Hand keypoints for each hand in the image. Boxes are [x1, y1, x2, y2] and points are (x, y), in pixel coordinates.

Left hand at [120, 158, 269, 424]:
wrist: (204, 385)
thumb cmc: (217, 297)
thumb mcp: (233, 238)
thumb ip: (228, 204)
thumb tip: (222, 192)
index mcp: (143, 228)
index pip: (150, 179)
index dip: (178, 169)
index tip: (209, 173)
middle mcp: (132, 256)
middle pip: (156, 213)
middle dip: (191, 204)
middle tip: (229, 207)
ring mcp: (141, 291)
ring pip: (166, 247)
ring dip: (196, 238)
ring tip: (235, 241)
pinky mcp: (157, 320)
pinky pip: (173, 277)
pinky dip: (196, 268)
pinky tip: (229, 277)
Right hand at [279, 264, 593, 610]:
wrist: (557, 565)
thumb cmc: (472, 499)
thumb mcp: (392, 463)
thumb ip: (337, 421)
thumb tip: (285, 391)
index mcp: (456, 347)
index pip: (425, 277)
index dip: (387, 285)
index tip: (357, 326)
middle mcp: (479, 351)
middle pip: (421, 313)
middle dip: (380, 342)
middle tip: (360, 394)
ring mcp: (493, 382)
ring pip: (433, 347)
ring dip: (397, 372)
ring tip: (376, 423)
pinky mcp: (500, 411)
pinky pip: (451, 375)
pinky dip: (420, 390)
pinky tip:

....

Problem to work on: In the records above, how many lines include the string "pinky"? Answer with only the number.

Solution to this exercise: 8